Ich werde häufig gefragt, was ich davon halte, eine Ausdauereinheit zusammen mit einer Krafttrainingseinheit einzuplanen. Bevor du in diesem Blogbeitrag etwas über den sogenannten Interferenzeffekt liest, hier zuerst mein Take aus dem realen Coaching-Alltag:
Die Anzahl der Trainingseinheiten, die ein Kunde pro Woche überhaupt zur Verfügung hat, bestimmt fast alles andere. Ob der Interferenzeffekt als theoretisches Konzept einen negativen Einfluss auf Anpassung haben kann, steht außer Frage. Aber im Alltag erlebe ich sehr oft, dass Menschen nur zwei bis maximal drei Einheiten pro Woche realistisch in ihren Kalender bringen. Und dann ist die Praxis eben nicht: perfekte Trennung, perfekte Periodisierung, perfekte Regeneration. Die Praxis ist häufig: erst Kraft, danach noch etwas Ausdauer. Oder umgekehrt.

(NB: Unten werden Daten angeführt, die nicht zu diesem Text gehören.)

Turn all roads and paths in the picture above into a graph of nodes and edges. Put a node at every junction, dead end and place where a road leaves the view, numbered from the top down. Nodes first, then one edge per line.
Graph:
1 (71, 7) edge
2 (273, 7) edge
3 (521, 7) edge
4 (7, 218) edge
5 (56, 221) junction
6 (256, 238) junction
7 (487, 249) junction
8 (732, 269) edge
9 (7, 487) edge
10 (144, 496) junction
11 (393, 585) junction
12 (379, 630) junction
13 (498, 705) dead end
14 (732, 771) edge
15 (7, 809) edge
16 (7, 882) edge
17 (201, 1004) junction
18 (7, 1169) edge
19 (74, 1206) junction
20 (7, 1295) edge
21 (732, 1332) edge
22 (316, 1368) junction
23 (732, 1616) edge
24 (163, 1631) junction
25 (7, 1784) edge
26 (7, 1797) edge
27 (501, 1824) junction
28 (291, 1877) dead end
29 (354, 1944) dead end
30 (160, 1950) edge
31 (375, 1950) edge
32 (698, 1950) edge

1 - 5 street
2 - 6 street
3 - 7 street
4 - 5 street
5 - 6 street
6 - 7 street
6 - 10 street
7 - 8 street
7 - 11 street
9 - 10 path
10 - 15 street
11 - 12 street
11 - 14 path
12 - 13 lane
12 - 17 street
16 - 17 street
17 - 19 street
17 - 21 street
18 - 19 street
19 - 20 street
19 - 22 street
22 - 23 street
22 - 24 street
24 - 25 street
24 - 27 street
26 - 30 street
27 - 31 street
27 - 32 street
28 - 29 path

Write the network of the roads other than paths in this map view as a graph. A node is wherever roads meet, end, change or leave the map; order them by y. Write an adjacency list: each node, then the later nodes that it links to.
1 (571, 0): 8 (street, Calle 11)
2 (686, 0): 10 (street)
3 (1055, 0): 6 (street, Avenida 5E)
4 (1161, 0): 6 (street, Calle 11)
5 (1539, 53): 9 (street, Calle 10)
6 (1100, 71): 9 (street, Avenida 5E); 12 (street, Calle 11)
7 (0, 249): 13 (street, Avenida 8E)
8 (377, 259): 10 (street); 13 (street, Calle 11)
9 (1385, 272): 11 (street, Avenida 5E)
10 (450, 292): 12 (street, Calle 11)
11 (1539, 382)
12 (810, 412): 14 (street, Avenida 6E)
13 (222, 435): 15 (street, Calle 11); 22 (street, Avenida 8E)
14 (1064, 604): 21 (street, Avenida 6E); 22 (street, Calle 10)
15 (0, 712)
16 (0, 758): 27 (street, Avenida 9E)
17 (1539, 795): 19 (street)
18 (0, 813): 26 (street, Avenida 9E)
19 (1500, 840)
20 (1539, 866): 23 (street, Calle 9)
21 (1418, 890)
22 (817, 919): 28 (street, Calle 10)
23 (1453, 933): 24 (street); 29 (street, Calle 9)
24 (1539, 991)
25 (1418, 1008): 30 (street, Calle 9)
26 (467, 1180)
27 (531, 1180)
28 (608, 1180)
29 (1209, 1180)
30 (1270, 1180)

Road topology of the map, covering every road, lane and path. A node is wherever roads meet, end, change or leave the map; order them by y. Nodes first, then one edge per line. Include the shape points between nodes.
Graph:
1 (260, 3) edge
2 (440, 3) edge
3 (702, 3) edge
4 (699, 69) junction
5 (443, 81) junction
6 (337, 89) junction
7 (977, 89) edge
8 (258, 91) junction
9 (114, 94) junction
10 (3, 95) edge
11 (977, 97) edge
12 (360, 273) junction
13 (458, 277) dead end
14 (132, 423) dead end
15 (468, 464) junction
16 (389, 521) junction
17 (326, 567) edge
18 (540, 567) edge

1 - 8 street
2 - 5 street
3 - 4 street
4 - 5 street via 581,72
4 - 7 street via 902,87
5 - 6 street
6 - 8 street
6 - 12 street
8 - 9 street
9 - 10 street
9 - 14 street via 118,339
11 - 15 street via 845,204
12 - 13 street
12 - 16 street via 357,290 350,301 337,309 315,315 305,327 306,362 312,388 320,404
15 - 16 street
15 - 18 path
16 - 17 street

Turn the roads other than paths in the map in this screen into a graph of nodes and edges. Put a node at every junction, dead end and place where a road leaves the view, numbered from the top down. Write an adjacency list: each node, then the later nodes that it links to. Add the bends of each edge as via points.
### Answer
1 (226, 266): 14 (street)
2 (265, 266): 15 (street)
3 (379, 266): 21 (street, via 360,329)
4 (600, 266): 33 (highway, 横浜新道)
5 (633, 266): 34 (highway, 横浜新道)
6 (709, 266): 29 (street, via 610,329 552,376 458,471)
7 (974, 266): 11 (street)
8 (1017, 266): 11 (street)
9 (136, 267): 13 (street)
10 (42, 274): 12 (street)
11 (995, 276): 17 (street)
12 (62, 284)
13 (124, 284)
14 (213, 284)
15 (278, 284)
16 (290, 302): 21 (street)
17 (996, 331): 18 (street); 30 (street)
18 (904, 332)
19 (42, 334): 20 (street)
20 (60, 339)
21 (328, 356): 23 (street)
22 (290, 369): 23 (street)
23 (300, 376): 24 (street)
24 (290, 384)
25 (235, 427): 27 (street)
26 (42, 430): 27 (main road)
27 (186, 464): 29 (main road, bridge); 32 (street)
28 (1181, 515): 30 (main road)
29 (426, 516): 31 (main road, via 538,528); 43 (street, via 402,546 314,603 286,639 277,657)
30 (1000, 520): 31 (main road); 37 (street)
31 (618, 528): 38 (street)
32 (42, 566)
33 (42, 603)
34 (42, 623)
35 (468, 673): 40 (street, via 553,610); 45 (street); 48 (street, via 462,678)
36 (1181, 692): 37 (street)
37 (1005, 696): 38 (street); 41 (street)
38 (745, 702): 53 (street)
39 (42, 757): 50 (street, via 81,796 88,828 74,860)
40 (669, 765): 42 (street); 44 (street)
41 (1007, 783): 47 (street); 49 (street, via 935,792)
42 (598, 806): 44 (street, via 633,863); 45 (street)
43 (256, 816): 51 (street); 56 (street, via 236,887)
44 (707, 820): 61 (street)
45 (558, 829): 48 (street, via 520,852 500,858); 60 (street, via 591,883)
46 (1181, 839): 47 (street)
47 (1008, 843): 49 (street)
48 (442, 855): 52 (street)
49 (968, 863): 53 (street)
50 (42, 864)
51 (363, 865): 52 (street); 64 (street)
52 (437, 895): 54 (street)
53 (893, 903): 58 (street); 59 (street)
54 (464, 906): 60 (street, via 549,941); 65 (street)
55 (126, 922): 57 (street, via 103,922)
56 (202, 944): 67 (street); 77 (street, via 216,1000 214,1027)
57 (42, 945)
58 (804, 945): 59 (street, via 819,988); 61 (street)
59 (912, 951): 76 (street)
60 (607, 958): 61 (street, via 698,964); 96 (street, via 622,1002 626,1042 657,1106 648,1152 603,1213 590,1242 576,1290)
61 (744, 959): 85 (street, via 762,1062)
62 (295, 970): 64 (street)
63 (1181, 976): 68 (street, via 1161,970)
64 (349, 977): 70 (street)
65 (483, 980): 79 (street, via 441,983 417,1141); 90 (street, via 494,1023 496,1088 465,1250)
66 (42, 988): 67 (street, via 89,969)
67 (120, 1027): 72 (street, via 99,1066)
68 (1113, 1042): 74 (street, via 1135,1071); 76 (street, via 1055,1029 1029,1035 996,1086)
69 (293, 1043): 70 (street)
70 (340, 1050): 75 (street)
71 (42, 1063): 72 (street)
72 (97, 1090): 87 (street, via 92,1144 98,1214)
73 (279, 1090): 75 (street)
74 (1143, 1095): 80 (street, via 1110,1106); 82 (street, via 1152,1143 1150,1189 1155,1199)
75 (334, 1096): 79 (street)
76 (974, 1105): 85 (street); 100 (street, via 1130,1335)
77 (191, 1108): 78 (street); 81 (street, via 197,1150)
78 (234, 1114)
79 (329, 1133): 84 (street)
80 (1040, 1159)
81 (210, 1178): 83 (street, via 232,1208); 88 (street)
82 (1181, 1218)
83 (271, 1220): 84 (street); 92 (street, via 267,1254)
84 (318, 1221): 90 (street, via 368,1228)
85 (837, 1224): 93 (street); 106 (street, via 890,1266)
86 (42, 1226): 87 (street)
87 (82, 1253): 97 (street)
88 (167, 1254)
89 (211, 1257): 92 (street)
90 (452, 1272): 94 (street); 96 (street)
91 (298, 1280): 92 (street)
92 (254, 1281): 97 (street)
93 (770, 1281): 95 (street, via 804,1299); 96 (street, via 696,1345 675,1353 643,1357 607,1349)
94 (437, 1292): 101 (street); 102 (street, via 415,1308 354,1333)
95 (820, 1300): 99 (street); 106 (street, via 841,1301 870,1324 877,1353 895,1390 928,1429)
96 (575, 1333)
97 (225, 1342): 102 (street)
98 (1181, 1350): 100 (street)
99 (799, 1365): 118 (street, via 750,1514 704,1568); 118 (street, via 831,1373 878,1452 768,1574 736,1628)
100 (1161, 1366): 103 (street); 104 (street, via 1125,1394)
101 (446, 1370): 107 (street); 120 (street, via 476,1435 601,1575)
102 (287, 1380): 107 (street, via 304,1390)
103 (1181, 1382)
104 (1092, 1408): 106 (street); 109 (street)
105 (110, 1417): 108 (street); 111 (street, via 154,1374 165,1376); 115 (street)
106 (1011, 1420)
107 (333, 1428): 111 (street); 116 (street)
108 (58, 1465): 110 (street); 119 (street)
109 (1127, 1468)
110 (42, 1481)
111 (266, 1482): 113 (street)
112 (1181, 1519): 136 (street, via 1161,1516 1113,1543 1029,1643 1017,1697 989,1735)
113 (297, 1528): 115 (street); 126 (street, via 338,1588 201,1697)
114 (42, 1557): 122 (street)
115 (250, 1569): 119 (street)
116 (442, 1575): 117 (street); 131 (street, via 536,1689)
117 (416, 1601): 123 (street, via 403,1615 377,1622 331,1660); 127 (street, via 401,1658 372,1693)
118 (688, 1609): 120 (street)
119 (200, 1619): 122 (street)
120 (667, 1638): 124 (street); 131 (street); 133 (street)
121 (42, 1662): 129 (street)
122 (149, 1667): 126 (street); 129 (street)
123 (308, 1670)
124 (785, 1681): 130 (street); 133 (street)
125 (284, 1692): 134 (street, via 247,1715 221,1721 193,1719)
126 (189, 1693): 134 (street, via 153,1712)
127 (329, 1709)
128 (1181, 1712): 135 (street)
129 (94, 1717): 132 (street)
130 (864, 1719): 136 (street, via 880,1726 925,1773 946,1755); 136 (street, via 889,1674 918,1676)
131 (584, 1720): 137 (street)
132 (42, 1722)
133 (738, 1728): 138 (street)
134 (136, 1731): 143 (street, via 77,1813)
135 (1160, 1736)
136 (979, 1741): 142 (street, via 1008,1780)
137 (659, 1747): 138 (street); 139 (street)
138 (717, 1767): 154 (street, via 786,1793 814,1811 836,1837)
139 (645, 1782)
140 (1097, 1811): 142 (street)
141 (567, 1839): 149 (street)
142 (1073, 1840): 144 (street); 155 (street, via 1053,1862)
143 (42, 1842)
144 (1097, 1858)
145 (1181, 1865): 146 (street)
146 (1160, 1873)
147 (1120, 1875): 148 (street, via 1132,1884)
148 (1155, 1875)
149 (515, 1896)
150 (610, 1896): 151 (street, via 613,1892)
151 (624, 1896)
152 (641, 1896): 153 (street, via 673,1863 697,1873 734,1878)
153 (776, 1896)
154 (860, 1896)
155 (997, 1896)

Genau deshalb muss man dieses Thema sauber einordnen. Für Anfänger oder gesundheitsorientierte Menschen ist es oft sinnvoller, überhaupt konsistent und mit Freude zu trainieren, statt an einer theoretisch perfekten, aber praktisch nicht umsetzbaren Planung zu scheitern. Je fortgeschrittener jemand ist und je ambitionierter die Ziele sind, desto wichtiger werden Themen wie Interferenzeffekt, Reihenfolge, Trennung der Einheiten und Auswahl der Ausdauerform.
Der Interferenzeffekt ist deshalb kein Panikthema, aber ein wichtiges Thema – vor allem für Coaches und Trainer, die mit ihren Kunden mehr wollen als nur „ein bisschen fitter werden“.
Ich wünsche dir viel Freude beim Lesen und viel Erfolg beim Anwenden dieser Tipps.
Was ist der Interferenzeffekt überhaupt?
Mit Interferenzeffekt meint man die gegenseitige, meist negative Beeinflussung unterschiedlicher konditioneller Fähigkeiten, wenn sie gleichzeitig oder sehr nah beieinander trainiert werden. Im Kontext dieses Beitrags geht es um die Kombination von Krafttraining und Ausdauertraining, also um sogenanntes Concurrent Training. Das Grundproblem ist einfach: Beide Trainingsformen setzen teilweise unterschiedliche, teilweise konkurrierende Anpassungsreize.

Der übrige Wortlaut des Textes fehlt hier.